Satellite Imagery and AI: A New Era in Ocean Conservation, from Research to Deployment and Impact (Version. 2.0)
Patrick Beukema, Favyen Bastani, Yawen Zheng, Piper Wolters, Henry Herzog, Joe Ferdinando
TL;DR
This work addresses the need for global, near-real-time monitoring of IUU fishing by deploying four sensor-specific computer vision pipelines (VIIRS, SAR from Sentinel-1, optical from Sentinel-2, and Landsat) within Skylight, processing vast satellite data to detect vessels with high precision. It introduces a mix of hybrid and deep learning architectures tailored to each sensor, including a three-stage VIIRS pipeline, a SAR-based Faster-RCNN with historical-context augmentation, a Swin Transformer-backed S2 detector, and a two-stage Landsat detector/classifier, all open-sourced and continuously evaluated through offline and online stages. The approach emphasizes latency, interpretability, and robust deployment practices (CI/CD, staging, and user feedback) and includes explicit strategies for reducing false positives via postprocessing and geofencing, as well as aligning detections with AIS data.

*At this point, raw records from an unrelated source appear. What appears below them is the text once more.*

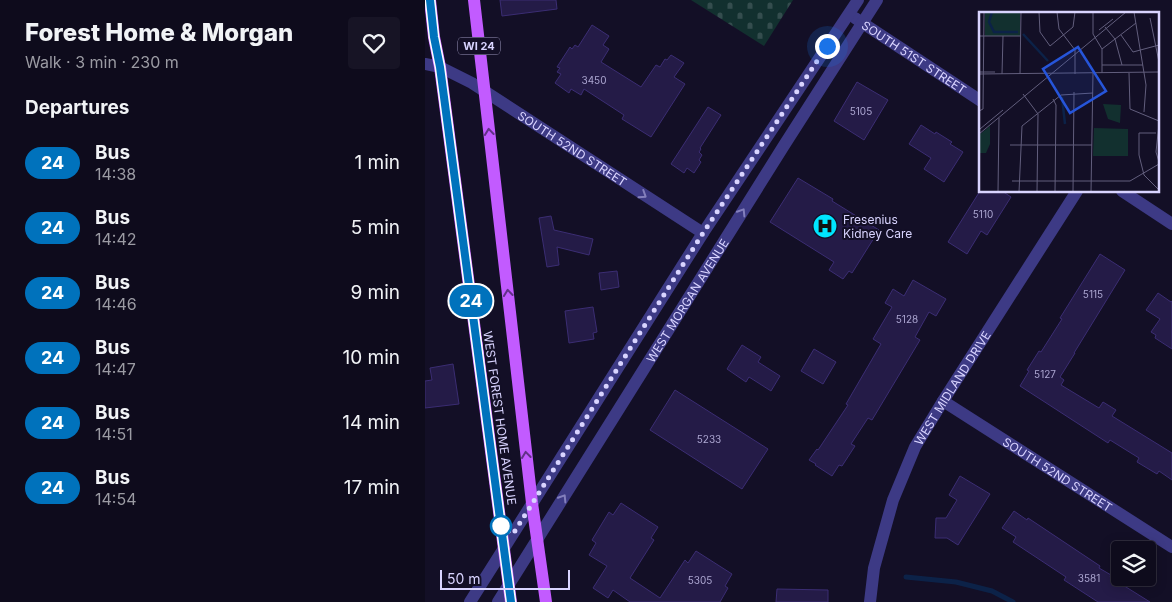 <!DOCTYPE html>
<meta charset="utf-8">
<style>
body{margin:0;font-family:Inter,sans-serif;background:#171425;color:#f1f3f6;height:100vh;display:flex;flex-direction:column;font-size:19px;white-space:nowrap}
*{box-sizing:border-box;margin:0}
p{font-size:16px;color:#9b9ba3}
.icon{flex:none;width:28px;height:28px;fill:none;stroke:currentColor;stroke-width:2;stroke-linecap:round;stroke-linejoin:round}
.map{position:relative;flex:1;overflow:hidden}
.panel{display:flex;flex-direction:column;background:#0e0b1c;width:425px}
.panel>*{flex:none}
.badge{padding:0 10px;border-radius:16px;font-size:18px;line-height:32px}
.fabs{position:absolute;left:686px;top:541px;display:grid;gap:10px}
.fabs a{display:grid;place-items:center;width:45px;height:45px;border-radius:5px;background:#0e0b1c;box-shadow:0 2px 12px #0003,0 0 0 1px #2e2b3b;font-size:25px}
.scale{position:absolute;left:15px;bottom:12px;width:130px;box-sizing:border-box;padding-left:5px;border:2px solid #d9d4ff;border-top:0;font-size:14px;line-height:18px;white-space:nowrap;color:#d9d4ff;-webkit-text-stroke:4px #130f26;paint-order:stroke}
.you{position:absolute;width:25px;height:25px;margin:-12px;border:4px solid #fff;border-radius:50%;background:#1a73e8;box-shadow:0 0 0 8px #1a73e833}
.map>.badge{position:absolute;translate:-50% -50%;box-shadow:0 0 0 2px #fff}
h2{padding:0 25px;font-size:19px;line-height:45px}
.round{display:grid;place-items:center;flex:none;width:52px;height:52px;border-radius:5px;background:#171425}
.headline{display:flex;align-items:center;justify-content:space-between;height:85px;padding:0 25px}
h1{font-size:24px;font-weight:800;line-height:38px}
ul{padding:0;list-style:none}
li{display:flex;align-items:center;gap:15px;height:65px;padding:0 25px}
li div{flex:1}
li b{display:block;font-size:19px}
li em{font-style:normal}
li .badge{min-width:55px;font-weight:700;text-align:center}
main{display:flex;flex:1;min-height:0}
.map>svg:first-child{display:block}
.cemetery{fill:url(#cemetery-stones)}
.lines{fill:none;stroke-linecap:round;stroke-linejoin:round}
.stream{stroke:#0c2248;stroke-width:5}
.building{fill:#241b47;stroke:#3b2d73}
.minor{stroke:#3d3a85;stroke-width:12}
.tertiary{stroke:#3d3a85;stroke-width:12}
.primary{stroke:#c25bff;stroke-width:12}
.oneway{stroke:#623188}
.oneway2{stroke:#837fbc}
.line-casing{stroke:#fff;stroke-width:11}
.line{stroke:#0072bc;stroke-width:8}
.walk{stroke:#d9d4ff;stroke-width:5;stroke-dasharray:0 9}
.stop-dot{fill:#fff;stroke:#0072bc;stroke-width:2.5}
.labels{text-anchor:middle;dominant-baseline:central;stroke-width:4;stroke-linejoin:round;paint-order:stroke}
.number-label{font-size:10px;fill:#aca6d1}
.shield{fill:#130f26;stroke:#9e99be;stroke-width:1}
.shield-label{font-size:11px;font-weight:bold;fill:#d9d4ff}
.street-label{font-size:12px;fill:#d9d4ff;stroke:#130f26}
.poi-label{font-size:12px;fill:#d9d4ff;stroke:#130f26;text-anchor:start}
.inset-river{fill:none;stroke:#0c2248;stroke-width:2.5}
.inset-road{fill:none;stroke:#625e7d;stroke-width:1}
.view{fill:#2655da;fill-opacity:0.15;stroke:#2655da;stroke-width:2.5}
.inset-edge{fill:none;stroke:#d9d4ff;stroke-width:2.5}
</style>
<main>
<section class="panel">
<div class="headline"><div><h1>Forest Home &amp; Morgan</h1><p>Walk · 3 min · 230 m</p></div><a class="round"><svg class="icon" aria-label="heart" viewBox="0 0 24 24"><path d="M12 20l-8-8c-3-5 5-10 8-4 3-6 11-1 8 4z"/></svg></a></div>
<h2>Departures</h2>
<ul>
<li><span class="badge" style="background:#0072bc;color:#fff">24</span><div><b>Bus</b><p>14:38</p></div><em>1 min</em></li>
<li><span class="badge" style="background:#0072bc;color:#fff">24</span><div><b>Bus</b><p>14:42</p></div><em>5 min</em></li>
<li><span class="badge" style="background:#0072bc;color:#fff">24</span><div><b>Bus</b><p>14:46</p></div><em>9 min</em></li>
<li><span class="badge" style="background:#0072bc;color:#fff">24</span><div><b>Bus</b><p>14:47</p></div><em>10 min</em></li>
<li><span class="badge" style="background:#0072bc;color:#fff">24</span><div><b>Bus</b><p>14:51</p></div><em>14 min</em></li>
<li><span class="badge" style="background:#0072bc;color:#fff">24</span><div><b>Bus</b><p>14:54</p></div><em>17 min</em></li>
</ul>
</section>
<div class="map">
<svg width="747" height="602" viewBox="0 0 747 602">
<defs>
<pattern id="cemetery-stones" width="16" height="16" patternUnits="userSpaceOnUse" patternTransform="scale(1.25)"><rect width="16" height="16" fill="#12302f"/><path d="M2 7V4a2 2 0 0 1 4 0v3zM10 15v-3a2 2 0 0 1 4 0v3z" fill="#344d4e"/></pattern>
</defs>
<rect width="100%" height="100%" fill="#130f26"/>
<!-- cemetery -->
<path class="cemetery" d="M266 0H368L339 46Z"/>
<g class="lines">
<!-- stream -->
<path class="stream" d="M481 577 531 582 567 591 588 602"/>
</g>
<!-- building -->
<g class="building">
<path d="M75 0H131L132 9 77 16Z"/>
<path d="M167 25 184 36 178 45 184 49 176 62 216 87 231 65 235 67 240 59 242 60 246 55 259 63 249 77 260 84 226 137 197 119 199 115 159 89 156 95 146 89 144 93 130 83 136 74 132 72 135 68 132 67 145 47 147 49 150 45 153 47Z"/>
<path d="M432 82 463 100 439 140 409 121Z"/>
<path d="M283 107 296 115 275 148 276 149 274 152 277 155 274 160 276 162 269 173 262 168 259 173 246 164Z"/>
<path d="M496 125 510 134 511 132 527 142 525 144 538 152 519 182 499 169 506 158 484 144Z"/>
<path d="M373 178 408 199 407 201 454 230 427 273 424 271 418 279 404 270 409 262 345 222Z"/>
<path d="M555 191H577L586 197 562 235 556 231 542 254 523 242Z"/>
<path d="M126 216 129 230 168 239 164 255 132 247 134 265 122 267 114 218Z"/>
<path d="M675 254 700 270 649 353H650L635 377 639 380 636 385 674 408 678 402 691 410 687 416 747 453V480L734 471 732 474 712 462 714 458 685 440 683 443 595 386 604 371 602 370 614 351 616 352 637 319 635 318Z"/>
<path d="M192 271 194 287 176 290 174 273Z"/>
<path d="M488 280 521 299 511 316 504 312 490 337 495 340 447 420 443 418 426 444 430 446 417 466 414 465 407 476 390 465 391 464 384 460 392 449 393 450 423 405 421 404 456 344 448 339 467 307 460 303 468 289 479 296Z"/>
<path d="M733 293 746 302 747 301V349L730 338 731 335 726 332 735 319 721 310Z"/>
<path d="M168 307 172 332 168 333 169 339 144 343 140 311Z"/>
<path d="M317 345 336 357 333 362 355 376 346 391 324 377 321 382 302 369Z"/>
<path d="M389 349 411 362 398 384 376 371Z"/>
<path d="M28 364 34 404 0 408V381L7 380 5 368Z"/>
<path d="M250 390 343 449 317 489 225 430Z"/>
<path d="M535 476 565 494 533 545 522 538H510L511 518H521L532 500 524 495Z"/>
<path d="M196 503 233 527 226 538 229 540 205 578 235 598 260 560 263 563 271 551 307 574 300 586 303 588 295 602H205L188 590 183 598 168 588 182 566 164 555 171 543 167 540 184 512 188 515Z"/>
<path d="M589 511 602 520 603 518 675 566 674 568 686 575 685 577 725 602H673L639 580 641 577 588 542 591 537 577 528Z"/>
<path d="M352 589 403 590V602H351Z"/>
</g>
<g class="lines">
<!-- minor -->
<g class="minor">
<path id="s1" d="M0 64 15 67 47 83 278 233"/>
<path id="s2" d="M518 401 747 547"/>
<path id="s3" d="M445 602 449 568 468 500 490 447 518 401 652 191"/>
</g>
<!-- tertiary -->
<g class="tertiary">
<path id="s4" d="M430 18 556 101"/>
<path d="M697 191 747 224"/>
<path d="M45 602 278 233 433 0"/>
<path id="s5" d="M73 602 358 147 452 0"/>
</g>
<!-- primary -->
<g class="primary">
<path d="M5 0 9 37 15 67 86 602"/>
<path d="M49 0 107 503 121 602"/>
</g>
</g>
<!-- one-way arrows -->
<defs><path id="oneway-chevron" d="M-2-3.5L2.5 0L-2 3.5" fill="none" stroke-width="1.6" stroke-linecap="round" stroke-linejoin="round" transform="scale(1.25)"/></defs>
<g class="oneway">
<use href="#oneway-chevron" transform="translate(64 132) rotate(-96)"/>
<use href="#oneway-chevron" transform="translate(83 293) rotate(-96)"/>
<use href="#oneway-chevron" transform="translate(101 455) rotate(-97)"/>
</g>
<g class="oneway2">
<use href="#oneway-chevron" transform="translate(218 195) rotate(33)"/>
<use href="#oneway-chevron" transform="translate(317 212) rotate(-58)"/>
<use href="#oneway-chevron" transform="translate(138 498) rotate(-58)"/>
</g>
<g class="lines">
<defs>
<path id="line" d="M5 0 9 37 15 67 86 602"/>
</defs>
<!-- line casing -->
<use href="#line" class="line-casing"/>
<!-- line -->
<use href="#line" class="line"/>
<!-- walk -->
<path class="walk" d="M76 526 88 534 278 233 402 46"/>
</g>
<!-- icons -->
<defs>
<symbol id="hospital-disc" viewBox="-11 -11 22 22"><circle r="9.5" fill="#00e5ff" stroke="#130f26"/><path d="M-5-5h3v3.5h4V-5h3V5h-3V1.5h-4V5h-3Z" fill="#111"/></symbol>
</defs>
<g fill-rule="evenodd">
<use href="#hospital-disc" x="386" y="212" width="28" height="28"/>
</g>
<!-- markers -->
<circle class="stop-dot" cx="76" cy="526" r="10"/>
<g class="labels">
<!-- number labels -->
<g class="number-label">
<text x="169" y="80">3450</text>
<text x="436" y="111">5105</text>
<text x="558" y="214">5110</text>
<text x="668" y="294">5115</text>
<text x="482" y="319">5128</text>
<text x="620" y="374">5127</text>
<text x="284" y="439">5233</text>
<text x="664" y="578">3581</text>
<text x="275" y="580">5305</text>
</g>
<!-- shield labels -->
<rect class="shield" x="33" y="37.5" width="42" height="17" rx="4"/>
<g class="shield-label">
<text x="54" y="46">WI 24</text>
</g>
<!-- street labels -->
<g class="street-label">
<text stroke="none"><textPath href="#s4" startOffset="71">SOUTH 51ST STREET</textPath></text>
<text stroke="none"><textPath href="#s1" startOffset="171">SOUTH 52ND STREET</textPath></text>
<text stroke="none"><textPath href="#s5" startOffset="356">WEST MORGAN AVENUE</textPath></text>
<text stroke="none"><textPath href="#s3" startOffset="232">WEST MIDLAND DRIVE</textPath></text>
<text transform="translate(75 418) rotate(82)">WEST FOREST HOME AVENUE</text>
<text stroke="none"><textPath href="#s2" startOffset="136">SOUTH 52ND STREET</textPath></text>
</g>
<!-- poi labels -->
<g class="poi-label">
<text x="418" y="219">Fresenius<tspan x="418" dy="14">Kidney Care</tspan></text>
</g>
</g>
<!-- overview -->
<g transform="translate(554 12)">
<rect width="180" height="180" fill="#130f26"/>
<path d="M11 114V132L7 141H0V123Z" fill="#12302f"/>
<path d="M115 116 149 117V144H114Z" fill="#12302f"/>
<path d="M6 0H41V24H6Z" fill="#12302f"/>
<path d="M124 92 142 93 141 111 129 107Z" fill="#12302f"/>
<path class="inset-river" d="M13 0 10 10 15 20H39M44 22 69 49M83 85 86 112"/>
<path class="inset-road" d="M60 0 61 20 71 34 94 15 96 0M78 0 80 17 96 38V62M114 0V22L123 37V61M155 0 167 73 165 100M171 6 180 50M126 15 136 27 143 53M120 18 134 7M142 23 154 40 180 33M0 24H42M123 37 157 11M123 53H164M0 60H16M150 61 151 97 180 109M0 62 180 60M23 62 24 24M41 62 42 0M44 82 59 102 58 180M74 87 77 93 76 180M0 99 4 97 5 0M180 112 177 140 180 150M1 117 24 98M177 121H160V143L165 163 180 178M0 122 147 0M31 133H113M33 169H151L180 152M19 180 20 106M40 180 43 114 82 83 114 81M94 180 95 80M112 180 114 61"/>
<path class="view" d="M99 35 127 79 91 101 64 57Z"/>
<rect width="180" height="180" class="inset-edge"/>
</g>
</svg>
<div class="fabs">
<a><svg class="icon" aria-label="layers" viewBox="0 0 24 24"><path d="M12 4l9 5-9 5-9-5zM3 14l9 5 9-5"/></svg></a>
</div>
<div class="scale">50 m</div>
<div class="you" style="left:402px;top:46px"></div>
<b class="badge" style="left:46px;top:301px;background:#0072bc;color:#fff">24</b>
</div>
</main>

The work demonstrates practical impact by providing a free, globally accessible maritime monitoring platform that supports conservation efforts while acknowledging potential misuse and leveraging open data ecosystems for scalable ocean stewardship.
Abstract
Illegal, unreported, and unregulated (IUU) fishing poses a global threat to ocean habitats. Publicly available satellite data offered by NASA, the European Space Agency (ESA), and the U.S. Geological Survey (USGS), provide an opportunity to actively monitor this activity. Effectively leveraging satellite data for maritime conservation requires highly reliable machine learning models operating globally with minimal latency. This paper introduces four specialized computer vision models designed for a variety of sensors including Sentinel-1 (synthetic aperture radar), Sentinel-2 (optical imagery), Landsat 8-9 (optical imagery), and Suomi-NPP/NOAA-20/NOAA-21 (nighttime lights). It also presents best practices for developing and deploying global-scale real-time satellite based computer vision. All of the models are open sourced under permissive licenses. These models have all been deployed in Skylight, a real-time maritime monitoring platform, which is provided at no cost to users worldwide.